━━ The data
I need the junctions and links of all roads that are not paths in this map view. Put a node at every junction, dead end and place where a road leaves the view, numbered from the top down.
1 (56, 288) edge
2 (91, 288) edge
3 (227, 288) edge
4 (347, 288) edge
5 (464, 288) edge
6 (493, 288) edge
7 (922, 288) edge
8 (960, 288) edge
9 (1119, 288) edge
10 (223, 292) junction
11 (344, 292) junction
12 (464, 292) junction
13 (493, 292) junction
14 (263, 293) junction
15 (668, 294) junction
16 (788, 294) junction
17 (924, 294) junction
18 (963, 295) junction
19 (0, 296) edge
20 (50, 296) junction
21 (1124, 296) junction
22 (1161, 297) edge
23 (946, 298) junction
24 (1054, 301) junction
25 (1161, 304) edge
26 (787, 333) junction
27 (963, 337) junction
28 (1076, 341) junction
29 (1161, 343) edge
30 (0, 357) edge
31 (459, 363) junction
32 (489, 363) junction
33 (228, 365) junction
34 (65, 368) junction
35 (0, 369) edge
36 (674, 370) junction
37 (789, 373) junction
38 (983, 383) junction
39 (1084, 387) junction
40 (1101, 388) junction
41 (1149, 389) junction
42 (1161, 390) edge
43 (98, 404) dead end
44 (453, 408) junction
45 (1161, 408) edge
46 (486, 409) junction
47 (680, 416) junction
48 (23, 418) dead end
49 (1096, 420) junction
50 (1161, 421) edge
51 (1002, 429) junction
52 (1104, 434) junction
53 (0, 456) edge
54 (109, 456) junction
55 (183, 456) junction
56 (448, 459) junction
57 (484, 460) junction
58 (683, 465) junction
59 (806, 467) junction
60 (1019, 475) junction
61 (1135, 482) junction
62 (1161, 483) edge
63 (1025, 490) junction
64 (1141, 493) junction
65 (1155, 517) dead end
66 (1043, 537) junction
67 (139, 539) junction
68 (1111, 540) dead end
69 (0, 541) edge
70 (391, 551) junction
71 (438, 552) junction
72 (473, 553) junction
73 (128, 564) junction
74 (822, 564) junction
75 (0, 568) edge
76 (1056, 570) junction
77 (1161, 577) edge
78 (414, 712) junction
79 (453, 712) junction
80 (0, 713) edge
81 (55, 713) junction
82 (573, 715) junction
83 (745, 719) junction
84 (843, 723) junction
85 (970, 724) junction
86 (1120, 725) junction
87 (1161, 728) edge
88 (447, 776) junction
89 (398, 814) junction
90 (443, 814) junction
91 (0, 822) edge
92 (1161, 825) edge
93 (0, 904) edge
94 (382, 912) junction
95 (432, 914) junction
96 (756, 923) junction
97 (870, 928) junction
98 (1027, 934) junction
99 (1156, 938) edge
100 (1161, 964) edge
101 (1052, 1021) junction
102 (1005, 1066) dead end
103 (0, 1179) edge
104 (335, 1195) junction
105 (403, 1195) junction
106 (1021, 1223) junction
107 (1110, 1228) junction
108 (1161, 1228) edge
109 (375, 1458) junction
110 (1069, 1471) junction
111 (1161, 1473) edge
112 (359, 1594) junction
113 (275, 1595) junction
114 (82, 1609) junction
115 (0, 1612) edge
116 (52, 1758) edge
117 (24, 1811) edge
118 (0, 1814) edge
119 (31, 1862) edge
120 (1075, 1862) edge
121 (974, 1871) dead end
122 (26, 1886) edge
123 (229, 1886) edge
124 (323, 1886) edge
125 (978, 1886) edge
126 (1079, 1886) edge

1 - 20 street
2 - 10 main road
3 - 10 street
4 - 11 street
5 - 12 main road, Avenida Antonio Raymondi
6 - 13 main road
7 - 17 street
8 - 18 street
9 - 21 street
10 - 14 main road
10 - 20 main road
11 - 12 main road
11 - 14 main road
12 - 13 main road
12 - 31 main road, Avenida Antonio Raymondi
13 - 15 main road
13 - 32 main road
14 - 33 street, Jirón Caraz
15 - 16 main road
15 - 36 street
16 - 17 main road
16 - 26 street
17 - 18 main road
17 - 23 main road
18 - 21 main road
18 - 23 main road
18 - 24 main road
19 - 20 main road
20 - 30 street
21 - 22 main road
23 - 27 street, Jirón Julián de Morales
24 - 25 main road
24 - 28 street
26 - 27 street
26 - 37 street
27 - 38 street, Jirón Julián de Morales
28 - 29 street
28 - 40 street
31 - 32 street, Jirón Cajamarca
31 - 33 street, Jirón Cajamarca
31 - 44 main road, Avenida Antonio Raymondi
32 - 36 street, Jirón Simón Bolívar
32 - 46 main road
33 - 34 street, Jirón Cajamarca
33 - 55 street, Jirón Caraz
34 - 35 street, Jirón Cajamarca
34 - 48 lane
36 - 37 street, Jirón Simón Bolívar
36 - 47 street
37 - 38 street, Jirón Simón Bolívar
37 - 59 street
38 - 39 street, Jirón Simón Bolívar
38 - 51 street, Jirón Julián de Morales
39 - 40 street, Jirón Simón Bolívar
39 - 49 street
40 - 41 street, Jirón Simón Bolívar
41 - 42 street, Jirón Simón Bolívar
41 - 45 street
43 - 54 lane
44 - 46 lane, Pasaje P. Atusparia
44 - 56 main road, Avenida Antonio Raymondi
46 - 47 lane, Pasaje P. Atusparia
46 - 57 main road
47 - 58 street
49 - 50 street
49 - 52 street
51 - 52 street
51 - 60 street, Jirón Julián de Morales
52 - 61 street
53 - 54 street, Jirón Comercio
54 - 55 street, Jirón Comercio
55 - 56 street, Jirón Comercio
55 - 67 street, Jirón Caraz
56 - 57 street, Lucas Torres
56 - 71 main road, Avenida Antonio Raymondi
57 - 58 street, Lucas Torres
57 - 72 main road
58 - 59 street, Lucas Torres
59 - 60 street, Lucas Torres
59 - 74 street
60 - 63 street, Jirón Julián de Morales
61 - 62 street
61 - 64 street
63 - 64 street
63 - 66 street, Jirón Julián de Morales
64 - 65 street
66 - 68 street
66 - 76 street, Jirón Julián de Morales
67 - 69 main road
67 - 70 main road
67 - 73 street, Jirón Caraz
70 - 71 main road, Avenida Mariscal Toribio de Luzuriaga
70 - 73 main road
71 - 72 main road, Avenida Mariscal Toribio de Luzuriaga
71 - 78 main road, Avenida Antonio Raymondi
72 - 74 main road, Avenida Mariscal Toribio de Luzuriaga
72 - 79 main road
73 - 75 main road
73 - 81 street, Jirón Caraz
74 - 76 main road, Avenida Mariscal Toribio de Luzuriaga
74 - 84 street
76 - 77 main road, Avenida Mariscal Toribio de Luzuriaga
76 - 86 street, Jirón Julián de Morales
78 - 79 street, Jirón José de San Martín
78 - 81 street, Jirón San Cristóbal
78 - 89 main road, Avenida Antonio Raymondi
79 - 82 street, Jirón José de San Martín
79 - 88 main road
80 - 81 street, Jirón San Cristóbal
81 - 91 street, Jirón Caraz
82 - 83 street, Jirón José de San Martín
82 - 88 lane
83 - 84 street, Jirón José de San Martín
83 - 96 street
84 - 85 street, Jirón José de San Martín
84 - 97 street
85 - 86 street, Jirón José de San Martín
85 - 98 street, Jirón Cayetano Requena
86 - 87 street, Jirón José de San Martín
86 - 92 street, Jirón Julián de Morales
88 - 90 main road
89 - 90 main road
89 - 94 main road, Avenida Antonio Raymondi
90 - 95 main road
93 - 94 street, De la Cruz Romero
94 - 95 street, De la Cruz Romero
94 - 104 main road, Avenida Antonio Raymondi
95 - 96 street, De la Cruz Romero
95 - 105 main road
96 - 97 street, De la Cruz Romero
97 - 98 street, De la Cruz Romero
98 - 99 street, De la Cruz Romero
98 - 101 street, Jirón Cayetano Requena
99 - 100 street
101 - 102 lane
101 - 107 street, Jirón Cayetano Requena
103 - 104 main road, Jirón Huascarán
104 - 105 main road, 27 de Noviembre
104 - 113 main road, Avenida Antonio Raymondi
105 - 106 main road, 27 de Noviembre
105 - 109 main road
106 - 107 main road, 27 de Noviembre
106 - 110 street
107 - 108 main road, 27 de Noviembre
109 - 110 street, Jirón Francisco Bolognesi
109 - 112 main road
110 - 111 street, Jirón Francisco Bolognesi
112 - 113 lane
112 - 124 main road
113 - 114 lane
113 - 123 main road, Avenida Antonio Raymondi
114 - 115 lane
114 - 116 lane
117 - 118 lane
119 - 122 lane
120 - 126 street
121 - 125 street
━━━━
• Task description: Select every line of the records holding the string "Simón".

• Completed exercise:
32 - 36 street, Jirón Simón Bolívar
36 - 37 street, Jirón Simón Bolívar
37 - 38 street, Jirón Simón Bolívar
38 - 39 street, Jirón Simón Bolívar
39 - 40 street, Jirón Simón Bolívar
40 - 41 street, Jirón Simón Bolívar
41 - 42 street, Jirón Simón Bolívar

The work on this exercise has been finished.